Exercise aim: Every line in the entries that holds the word "hand" counts toward the answer, which should be a single number.

Extracted data:

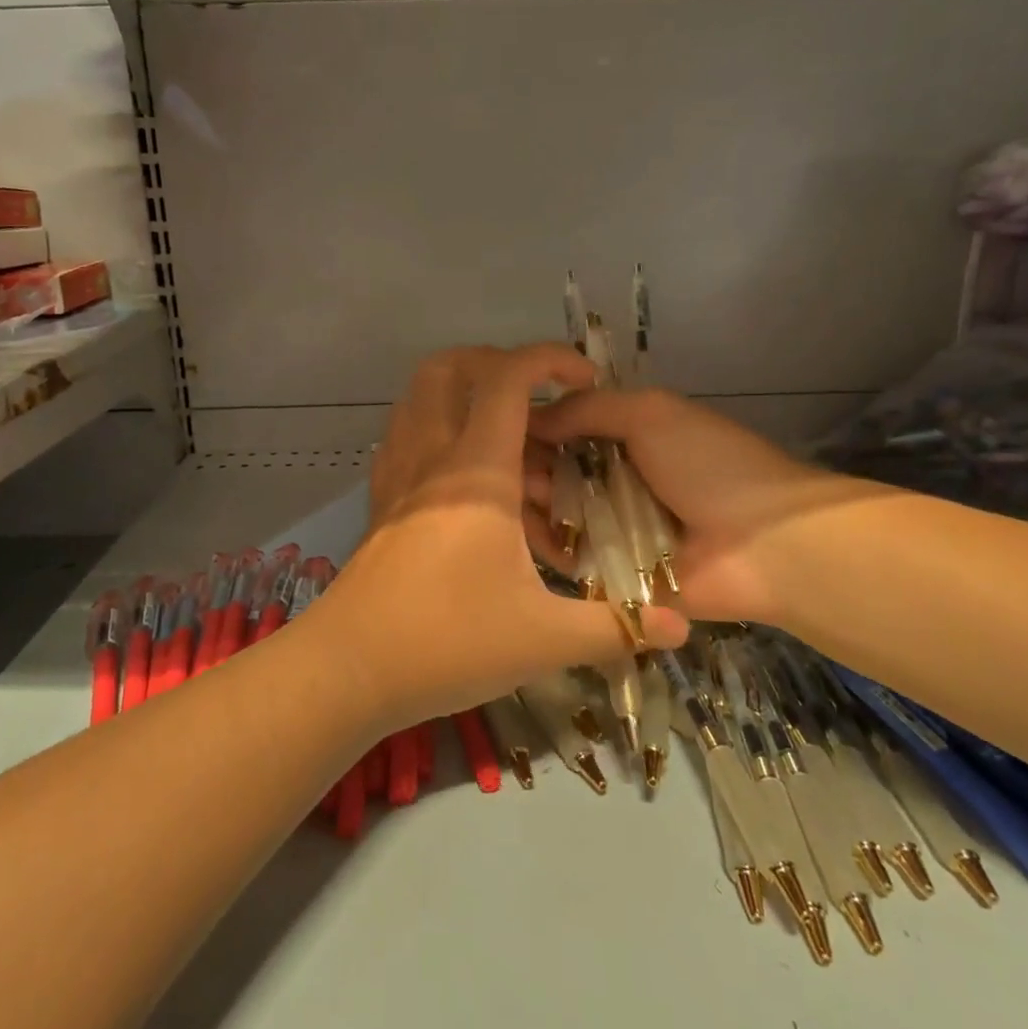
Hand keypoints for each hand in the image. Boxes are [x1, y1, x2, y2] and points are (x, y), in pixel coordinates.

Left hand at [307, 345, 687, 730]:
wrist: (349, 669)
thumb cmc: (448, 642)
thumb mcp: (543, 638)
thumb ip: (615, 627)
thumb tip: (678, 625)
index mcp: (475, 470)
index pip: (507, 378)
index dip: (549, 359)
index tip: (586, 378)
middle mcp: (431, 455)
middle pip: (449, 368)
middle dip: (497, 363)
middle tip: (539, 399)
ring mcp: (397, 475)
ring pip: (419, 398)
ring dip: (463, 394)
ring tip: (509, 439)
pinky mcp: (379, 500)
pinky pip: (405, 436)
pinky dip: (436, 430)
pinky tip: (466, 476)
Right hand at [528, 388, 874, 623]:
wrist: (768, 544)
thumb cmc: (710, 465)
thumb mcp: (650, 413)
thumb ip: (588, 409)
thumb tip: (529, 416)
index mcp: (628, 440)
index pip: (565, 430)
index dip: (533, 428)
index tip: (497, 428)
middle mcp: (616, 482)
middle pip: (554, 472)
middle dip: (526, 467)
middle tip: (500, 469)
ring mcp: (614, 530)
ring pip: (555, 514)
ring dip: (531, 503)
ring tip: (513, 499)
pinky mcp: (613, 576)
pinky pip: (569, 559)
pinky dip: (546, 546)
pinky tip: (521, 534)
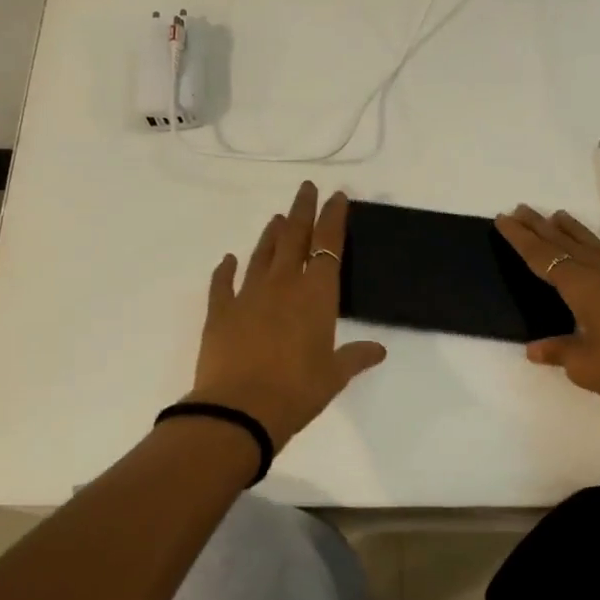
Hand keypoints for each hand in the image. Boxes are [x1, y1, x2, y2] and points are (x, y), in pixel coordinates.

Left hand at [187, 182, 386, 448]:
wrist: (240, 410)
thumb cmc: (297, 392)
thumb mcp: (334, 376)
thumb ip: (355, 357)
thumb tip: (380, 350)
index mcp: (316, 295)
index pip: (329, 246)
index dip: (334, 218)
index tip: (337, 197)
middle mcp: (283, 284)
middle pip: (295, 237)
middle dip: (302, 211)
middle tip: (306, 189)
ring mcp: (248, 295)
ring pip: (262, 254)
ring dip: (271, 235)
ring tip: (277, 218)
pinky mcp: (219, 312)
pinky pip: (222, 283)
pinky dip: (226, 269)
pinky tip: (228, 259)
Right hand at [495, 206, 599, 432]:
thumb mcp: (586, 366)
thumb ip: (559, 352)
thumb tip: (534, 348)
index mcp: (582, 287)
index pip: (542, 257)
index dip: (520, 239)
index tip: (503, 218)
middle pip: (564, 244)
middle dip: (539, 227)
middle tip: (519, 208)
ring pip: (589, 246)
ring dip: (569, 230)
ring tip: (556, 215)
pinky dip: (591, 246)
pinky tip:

Response below: 6